EXERCISE DESCRIPTION
Show every line from the data below that includes "linejoin".

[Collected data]
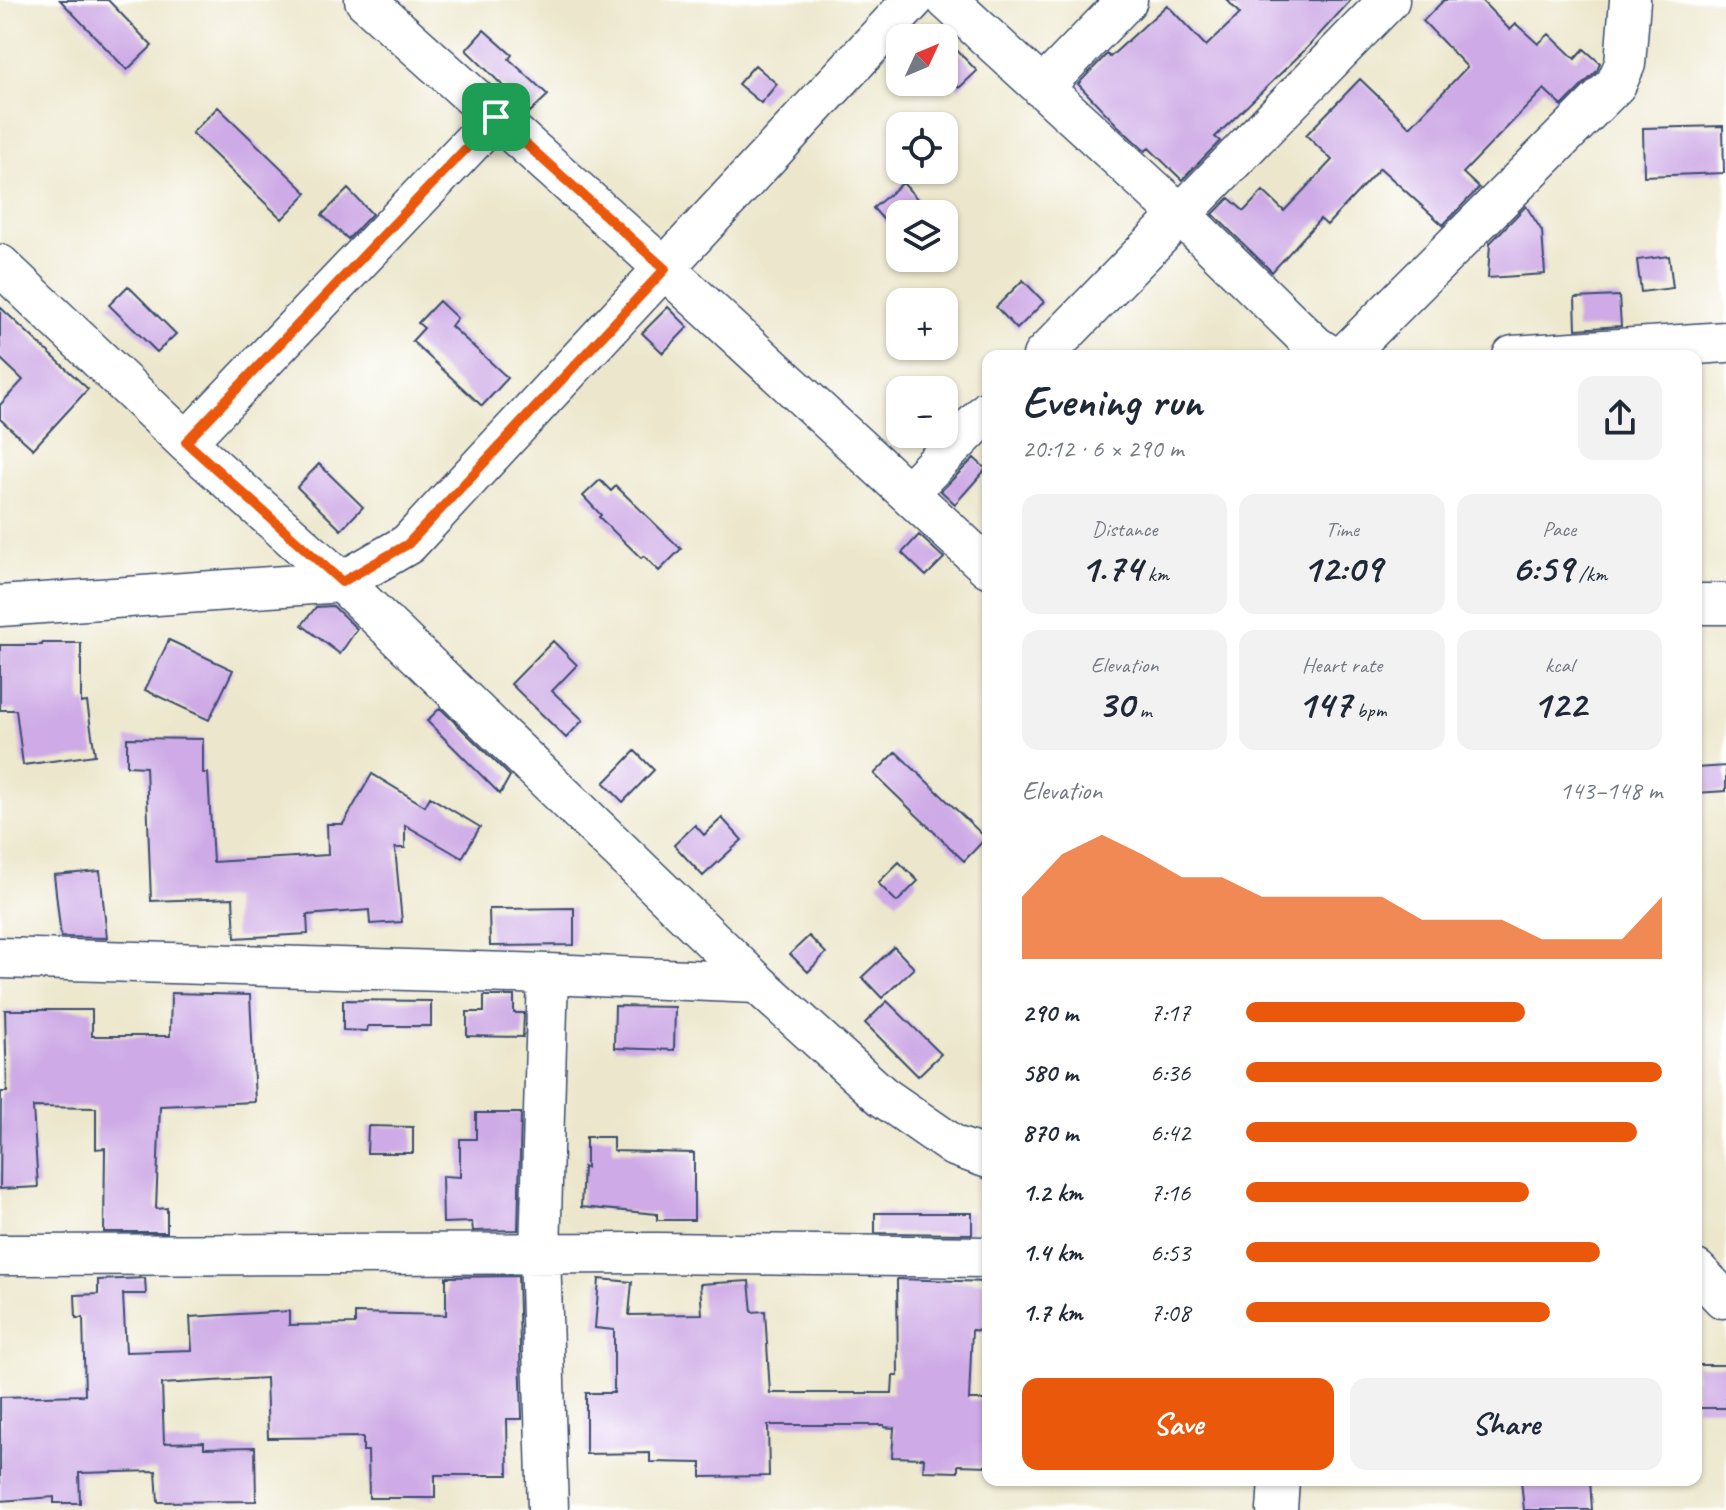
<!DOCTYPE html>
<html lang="en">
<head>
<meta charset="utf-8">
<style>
	:root { --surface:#fff; --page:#f2f2f3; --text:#1f2937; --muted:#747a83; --accent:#ea580c }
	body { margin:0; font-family:Caveat,sans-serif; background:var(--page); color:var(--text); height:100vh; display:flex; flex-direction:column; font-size:30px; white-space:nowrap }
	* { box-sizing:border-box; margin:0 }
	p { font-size:26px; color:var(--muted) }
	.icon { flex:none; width:44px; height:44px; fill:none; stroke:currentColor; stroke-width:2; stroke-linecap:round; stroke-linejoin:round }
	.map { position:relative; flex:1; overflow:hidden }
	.drawer { position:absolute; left:982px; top:350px; width:720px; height:1136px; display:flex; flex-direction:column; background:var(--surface); border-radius:16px; box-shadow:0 2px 6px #0004 }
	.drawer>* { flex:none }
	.needle { width:52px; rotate:46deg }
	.buttons { position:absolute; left:886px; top:24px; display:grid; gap:16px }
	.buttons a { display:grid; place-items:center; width:72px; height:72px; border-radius:16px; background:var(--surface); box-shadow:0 2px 6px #0004; font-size:40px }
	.pin { position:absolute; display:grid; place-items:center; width:68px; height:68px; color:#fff; margin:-34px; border-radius:16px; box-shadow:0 4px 12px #0006 }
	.round { display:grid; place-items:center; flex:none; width:84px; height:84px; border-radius:16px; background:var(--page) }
	.summary { display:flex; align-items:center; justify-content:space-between; height:136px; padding:0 40px }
	h1 { font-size:44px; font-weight:700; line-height:60px }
	.metrics { display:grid; grid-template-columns:repeat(3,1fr); gap:12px; height:136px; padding:8px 40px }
	.metrics div { display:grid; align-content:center; border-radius:16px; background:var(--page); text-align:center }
	.metrics b { font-size:40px; font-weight:700 }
	.metrics small { font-size:22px; font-weight:400 }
	.metrics p { font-size:22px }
	.chart { height:224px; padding:16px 40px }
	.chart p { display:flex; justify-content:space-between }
	.chart svg { width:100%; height:144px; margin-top:8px; fill:var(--accent); opacity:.7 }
	.button { display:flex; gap:16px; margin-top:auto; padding:16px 40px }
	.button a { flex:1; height:92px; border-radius:16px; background:var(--accent); color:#fff; font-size:32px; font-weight:700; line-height:92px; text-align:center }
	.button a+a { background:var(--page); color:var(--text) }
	ul { padding:0 40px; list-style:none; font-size:26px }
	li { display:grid; grid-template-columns:128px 96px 1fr; align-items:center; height:60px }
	li i { height:20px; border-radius:10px; background:var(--accent) }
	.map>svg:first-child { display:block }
	.building { fill:#ceaae6 }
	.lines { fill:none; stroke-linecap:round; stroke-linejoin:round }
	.minor-casing { stroke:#3a4b6e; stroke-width:43 }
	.minor { stroke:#fff; stroke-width:40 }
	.route-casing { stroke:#fff; stroke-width:16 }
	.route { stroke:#ea580c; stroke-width:10 }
</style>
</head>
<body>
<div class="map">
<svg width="1726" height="1510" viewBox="0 0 1726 1510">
	<rect width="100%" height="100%" fill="#fff"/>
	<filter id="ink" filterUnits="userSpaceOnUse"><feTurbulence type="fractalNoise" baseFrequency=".0125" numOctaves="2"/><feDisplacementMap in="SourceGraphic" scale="16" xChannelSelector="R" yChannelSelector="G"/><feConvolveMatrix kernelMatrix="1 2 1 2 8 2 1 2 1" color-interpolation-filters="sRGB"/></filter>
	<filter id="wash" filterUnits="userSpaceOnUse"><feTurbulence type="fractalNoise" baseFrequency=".006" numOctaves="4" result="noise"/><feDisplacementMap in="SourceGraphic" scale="32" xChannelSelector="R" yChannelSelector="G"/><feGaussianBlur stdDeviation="1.8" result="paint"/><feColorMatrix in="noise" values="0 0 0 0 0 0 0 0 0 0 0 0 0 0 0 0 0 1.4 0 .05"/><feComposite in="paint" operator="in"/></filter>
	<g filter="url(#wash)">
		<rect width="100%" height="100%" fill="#ece7cc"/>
		<g id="blocks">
			<path class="building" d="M 60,0 L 108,0 L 152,46 L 127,70 Z
				M 1227,0 L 1351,0 L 1307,48 L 1215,137 L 1220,141 L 1182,180 L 1149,148 L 1145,151 L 1117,125 L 1078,84 L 1107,54 L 1110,57 L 1167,5 L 1206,46 L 1240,14 Z
				M 1444,0 L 1481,0 L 1510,30 L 1516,24 L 1538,44 L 1549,34 L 1575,59 L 1584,49 L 1600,63 L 1597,71 L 1562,106 L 1544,89 L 1463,173 L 1479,188 L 1443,225 L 1380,168 L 1327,225 L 1320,219 L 1272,272 L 1213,214 L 1229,198 L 1244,211 L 1263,191 L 1284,211 L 1332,160 L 1306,135 L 1360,79 L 1410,127 L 1467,67 L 1423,21 Z
				M 484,30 L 512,55 L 509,59 L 548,95 L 530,112 L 466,50 Z
				M 944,37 L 977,71 L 959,88 L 944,73 Z
				M 755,65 L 777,84 L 761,103 L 738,84 Z
				M 218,107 L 307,193 L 282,219 L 192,133 Z
				M 1723,126 L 1724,173 L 1644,176 L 1643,128 Z
				M 903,183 L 931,214 L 900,214 L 900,238 L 873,208 Z
				M 348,189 L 372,214 L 348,239 L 322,215 Z
				M 1526,206 L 1542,231 L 1545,274 L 1488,278 L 1490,243 Z
				M 1669,256 L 1673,288 L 1641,292 L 1637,260 Z
				M 1023,280 L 1044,302 L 1017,329 L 996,307 Z
				M 128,286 L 176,334 L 157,352 L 109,305 Z
				M 1619,296 L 1621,326 L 1576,329 L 1575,298 Z
				M 439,301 L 457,318 L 451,326 L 508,378 L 482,406 L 412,341 L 424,328 L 418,323 Z
				M 0,307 L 88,389 L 33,449 L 0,419 L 0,405 L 23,380 L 0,358 Z
				M 668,307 L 688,327 L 663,353 L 642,333 Z
				M 974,458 L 986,469 L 955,504 L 941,491 Z
				M 319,464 L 363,507 L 341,530 L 297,487 Z
				M 600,480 L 611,491 L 616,486 L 681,549 L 659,571 L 644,556 L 641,558 L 599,517 L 601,515 L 583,496 Z
				M 919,535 L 944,558 L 926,576 L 902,553 Z
				M 333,606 L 357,629 L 340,654 L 302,625 L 316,607 Z
				M 169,640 L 233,670 L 209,720 L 145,690 Z
				M 553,641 L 577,665 L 552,691 L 583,720 L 566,738 L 511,684 Z
				M 42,643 L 81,643 L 81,703 L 87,702 L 95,755 L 23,765 L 16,710 L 0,710 L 0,645 L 42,645 Z
				M 440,708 L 510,776 L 500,794 L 427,721 Z
				M 127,738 L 203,739 L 203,773 L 208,773 L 213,862 L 328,855 L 327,824 L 343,824 L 372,774 L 425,806 L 430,797 L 480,827 L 462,858 L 405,825 L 405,848 L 395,848 L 402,922 L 370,924 L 369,910 L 307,915 L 308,934 L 235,938 L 233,898 L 151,901 L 146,767 L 127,766 Z
				M 635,751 L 654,770 L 623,802 L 604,783 Z
				M 896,752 L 986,838 L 964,861 L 874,774 Z
				M 1726,766 L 1726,791 L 1696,793 L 1696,768 Z
				M 722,818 L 742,840 L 703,876 L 674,845 L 695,825 L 704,835 Z
				M 899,862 L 918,881 L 897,902 L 878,883 Z
				M 100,871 L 107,938 L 61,937 L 54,875 Z
				M 574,908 L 574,945 L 490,946 L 489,909 Z
				M 809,936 L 826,953 L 808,972 L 790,954 Z
				M 894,947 L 914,968 L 882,998 L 862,977 Z
				M 171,993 L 250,995 L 255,1102 L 160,1106 L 156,1209 L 167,1208 L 167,1232 L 104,1232 L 105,1148 L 96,1149 L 96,1108 L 33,1107 L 38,1187 L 0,1189 L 1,1092 L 7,1092 L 5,1010 L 92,1010 L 92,1036 L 170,1036 Z
				M 484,996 L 514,996 L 514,1013 L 524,1013 L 523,1037 L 467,1036 L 467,1012 L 484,1012 Z
				M 343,1000 L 431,1001 L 431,1026 L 368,1026 L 367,1031 L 343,1030 Z
				M 887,1001 L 941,1054 L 918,1076 L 865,1023 Z
				M 615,1006 L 675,1007 L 674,1050 L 614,1048 Z
				M 476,1113 L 521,1113 L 518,1230 L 473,1231 L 472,1222 L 443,1223 L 442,1176 L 460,1177 L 460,1139 L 476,1139 Z
				M 368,1126 L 413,1127 L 413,1153 L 367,1153 Z
				M 586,1137 L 613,1137 L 613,1151 L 694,1153 L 694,1220 L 657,1220 L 657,1214 L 581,1207 L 583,1167 L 586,1168 Z
				M 875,1213 L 972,1213 L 972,1234 L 875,1233 Z
				M 518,1276 L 522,1419 L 507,1419 L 508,1475 L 435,1475 L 435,1498 L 369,1498 L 368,1451 L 363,1451 L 363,1437 L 268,1438 L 266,1378 L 162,1384 L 164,1443 L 204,1442 L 204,1448 L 255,1447 L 256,1501 L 158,1502 L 156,1471 L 79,1473 L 80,1503 L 54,1503 L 54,1497 L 0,1501 L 0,1397 L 85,1395 L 83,1318 L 76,1318 L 75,1295 L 98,1294 L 98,1280 L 145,1278 L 146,1294 L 123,1294 L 126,1352 L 192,1350 L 190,1317 L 289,1311 L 289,1325 L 355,1324 L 355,1313 L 446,1315 L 446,1277 Z
				M 599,1279 L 632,1282 L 629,1315 L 702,1314 L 700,1284 L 749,1281 L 752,1312 L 765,1311 L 770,1393 L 892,1393 L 893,1376 L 898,1376 L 897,1279 L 988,1282 L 988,1332 L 972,1330 L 969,1400 L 988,1400 L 988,1466 L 958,1465 L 958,1472 L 923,1471 L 924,1458 L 892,1457 L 894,1428 L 884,1427 L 884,1425 L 768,1425 L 769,1476 L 701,1477 L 701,1463 L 650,1462 L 650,1453 L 586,1454 L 586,1393 L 614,1393 L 614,1330 L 595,1328 Z
				M 1696,1365 L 1726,1365 L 1726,1408 L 1696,1408 Z
				M 1521,1480 L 1590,1480 L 1592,1510 L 1524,1510 Z"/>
		</g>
	</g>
	<g filter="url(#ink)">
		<use href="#blocks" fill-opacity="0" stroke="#3a4b6e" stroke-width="2"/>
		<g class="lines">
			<defs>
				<path id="minor" d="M 365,0 L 665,269 L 988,567
					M 947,0 L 1182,216 L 1315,346 L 1330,356
					M 1042,88 L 1127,0
					M 0,265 L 186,442 L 342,582 L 757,983 L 882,1096 L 954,1146 L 988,1158
					M 1043,356 L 1389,0
					M 1344,356 L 1616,84 L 1625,64 L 1630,0
					M 1513,356 L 1726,342
					M 186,442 L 496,117
					M 908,492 L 988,411
					M 1696,604 L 1726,604
					M 0,606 L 342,582 L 408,544 L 913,0
					M 0,958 L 548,974 L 757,983
					M 0,1255 L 658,1253 L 988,1257
					M 1696,1270 L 1723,1298
					M 548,1510 L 540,1252 L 548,974
					M 1277,1510 L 1279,1480"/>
			</defs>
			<use href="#minor" class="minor-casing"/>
			<use href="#minor" class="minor"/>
		</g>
	</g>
	<g class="lines" filter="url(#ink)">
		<defs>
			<path id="route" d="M 496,117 L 665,269 L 408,544 L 342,582 L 186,442 Z"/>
		</defs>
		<use href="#route" class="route-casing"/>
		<use href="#route" class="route"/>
	</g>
</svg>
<div class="buttons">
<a><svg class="needle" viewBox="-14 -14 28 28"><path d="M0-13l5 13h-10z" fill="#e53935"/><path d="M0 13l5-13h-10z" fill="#747a83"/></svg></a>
<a><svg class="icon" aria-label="locate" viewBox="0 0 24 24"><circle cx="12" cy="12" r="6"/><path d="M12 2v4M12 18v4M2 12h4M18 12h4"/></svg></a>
<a><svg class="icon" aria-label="layers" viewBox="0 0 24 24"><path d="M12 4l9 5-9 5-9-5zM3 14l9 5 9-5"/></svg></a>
<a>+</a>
<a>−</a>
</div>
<div class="pin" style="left:496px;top:117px;background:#1e9e55"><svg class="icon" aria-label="arrive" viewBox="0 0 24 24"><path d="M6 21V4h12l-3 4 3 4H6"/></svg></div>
<section class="drawer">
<div class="summary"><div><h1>Evening run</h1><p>20:12 · 6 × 290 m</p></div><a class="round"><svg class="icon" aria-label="share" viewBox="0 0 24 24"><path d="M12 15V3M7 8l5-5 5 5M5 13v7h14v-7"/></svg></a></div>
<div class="metrics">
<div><p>Distance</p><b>1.74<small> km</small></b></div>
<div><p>Time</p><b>12:09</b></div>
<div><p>Pace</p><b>6:59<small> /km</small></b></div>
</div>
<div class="metrics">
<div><p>Elevation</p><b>30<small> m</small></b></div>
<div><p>Heart rate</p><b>147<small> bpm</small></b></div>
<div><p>kcal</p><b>122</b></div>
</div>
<div class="chart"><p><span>Elevation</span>143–148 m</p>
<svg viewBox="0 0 160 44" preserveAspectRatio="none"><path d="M0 44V25L10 12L20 6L30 12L40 19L50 19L60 25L70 25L80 25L90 25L100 32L110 32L120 32L130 38L140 38L150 38L160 25V44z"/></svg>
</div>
<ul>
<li><b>290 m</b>7:17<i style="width:67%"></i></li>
<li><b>580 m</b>6:36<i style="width:100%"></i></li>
<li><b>870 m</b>6:42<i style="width:94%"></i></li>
<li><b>1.2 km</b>7:16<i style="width:68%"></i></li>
<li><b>1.4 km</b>6:53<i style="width:85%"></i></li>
<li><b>1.7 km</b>7:08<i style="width:73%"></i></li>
</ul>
<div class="button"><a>Save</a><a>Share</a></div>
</section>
</div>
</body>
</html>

REPLY
	.icon { flex:none; width:44px; height:44px; fill:none; stroke:currentColor; stroke-width:2; stroke-linecap:round; stroke-linejoin:round }
	.lines { fill:none; stroke-linecap:round; stroke-linejoin:round }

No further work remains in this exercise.